I don't think this example is convincing. There are too many languages to expect arbitrary pairings to combine well. (Not to mention the fact that googling "java ruby" returns JRuby, which apparently lets you do just what you describe.)

I do agree with your last point: Even when we look at similar languages, like Python and Ruby, we don't declare one a winner, generally.

pjmlp|10 years ago

> English won

English did not won.

It might be widely spoken in the 21st century, but so were Greek, Egyptian, Latin, French, Portuguese and Spanish once upon a time.

I might be writing this in English now, but saying it won implies no change in common language will ever happen again.

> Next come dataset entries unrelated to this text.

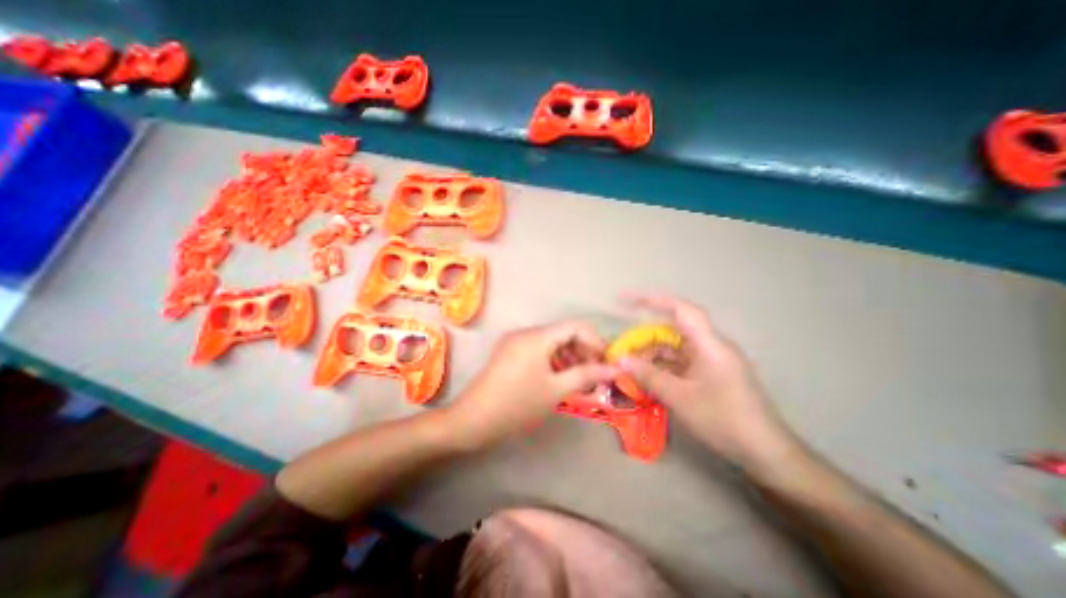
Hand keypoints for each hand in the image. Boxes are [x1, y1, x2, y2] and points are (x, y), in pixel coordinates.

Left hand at [446, 320, 620, 449]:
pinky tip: (559, 378)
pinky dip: (553, 360)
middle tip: (595, 375)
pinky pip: (538, 350)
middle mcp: (526, 332)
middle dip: (582, 351)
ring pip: (551, 342)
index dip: (594, 341)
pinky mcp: (509, 352)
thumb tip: (615, 369)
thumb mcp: (556, 390)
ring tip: (579, 379)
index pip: (575, 326)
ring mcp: (515, 342)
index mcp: (537, 336)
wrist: (473, 420)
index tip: (605, 362)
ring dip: (569, 357)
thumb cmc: (518, 404)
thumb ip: (586, 375)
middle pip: (563, 333)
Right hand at [617, 292, 799, 473]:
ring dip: (653, 354)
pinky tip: (649, 378)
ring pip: (676, 348)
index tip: (627, 299)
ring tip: (631, 366)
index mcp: (710, 344)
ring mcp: (712, 361)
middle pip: (674, 329)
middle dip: (646, 336)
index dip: (653, 300)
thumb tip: (620, 359)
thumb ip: (648, 375)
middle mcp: (712, 346)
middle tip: (624, 347)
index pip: (681, 309)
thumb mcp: (680, 398)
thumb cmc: (724, 420)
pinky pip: (681, 362)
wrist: (766, 452)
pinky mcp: (711, 374)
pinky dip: (663, 366)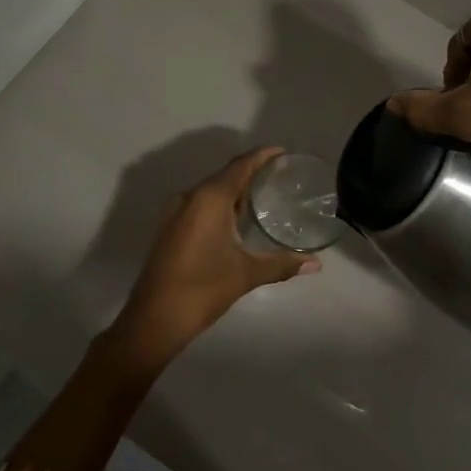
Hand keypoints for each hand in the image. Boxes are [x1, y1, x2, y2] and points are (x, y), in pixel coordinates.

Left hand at [103, 148, 320, 372]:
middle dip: (250, 173)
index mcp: (209, 198)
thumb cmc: (202, 288)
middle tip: (279, 177)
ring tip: (263, 196)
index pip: (239, 166)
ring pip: (210, 192)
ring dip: (234, 191)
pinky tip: (236, 220)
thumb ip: (282, 264)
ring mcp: (175, 212)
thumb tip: (316, 264)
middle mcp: (190, 197)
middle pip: (225, 176)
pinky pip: (199, 205)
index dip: (261, 156)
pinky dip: (220, 205)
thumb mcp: (246, 274)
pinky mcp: (170, 228)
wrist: (154, 318)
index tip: (282, 152)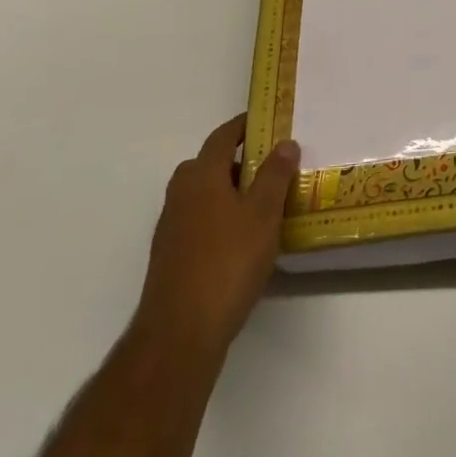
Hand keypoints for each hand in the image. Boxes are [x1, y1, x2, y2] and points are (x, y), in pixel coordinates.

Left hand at [130, 114, 299, 360]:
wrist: (179, 334)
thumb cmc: (227, 262)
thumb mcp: (263, 214)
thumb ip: (275, 175)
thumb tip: (285, 143)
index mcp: (201, 175)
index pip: (222, 136)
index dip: (244, 126)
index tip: (266, 123)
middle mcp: (180, 193)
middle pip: (209, 164)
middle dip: (237, 161)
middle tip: (270, 166)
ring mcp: (171, 227)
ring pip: (203, 195)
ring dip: (228, 192)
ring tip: (262, 204)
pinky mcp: (170, 257)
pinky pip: (198, 221)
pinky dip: (219, 219)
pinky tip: (241, 241)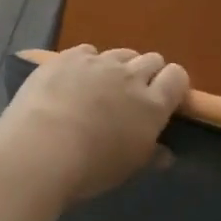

Given the history of mankind and some of the countries I had the pleasure to visit on my life so far, I doubt it.

Specially since most of the people I know, do happen to speak three foreign languages on average.

amake|10 years ago

> English did not won.

Apparently not.

slapresta|10 years ago

Well, yes. Everything else I've mentioned is also dependant on cultural contexts that may vary dramatically over time. I surely hope Facebook hasn't won forever.

For what it's worth, I'm not a native English speaker.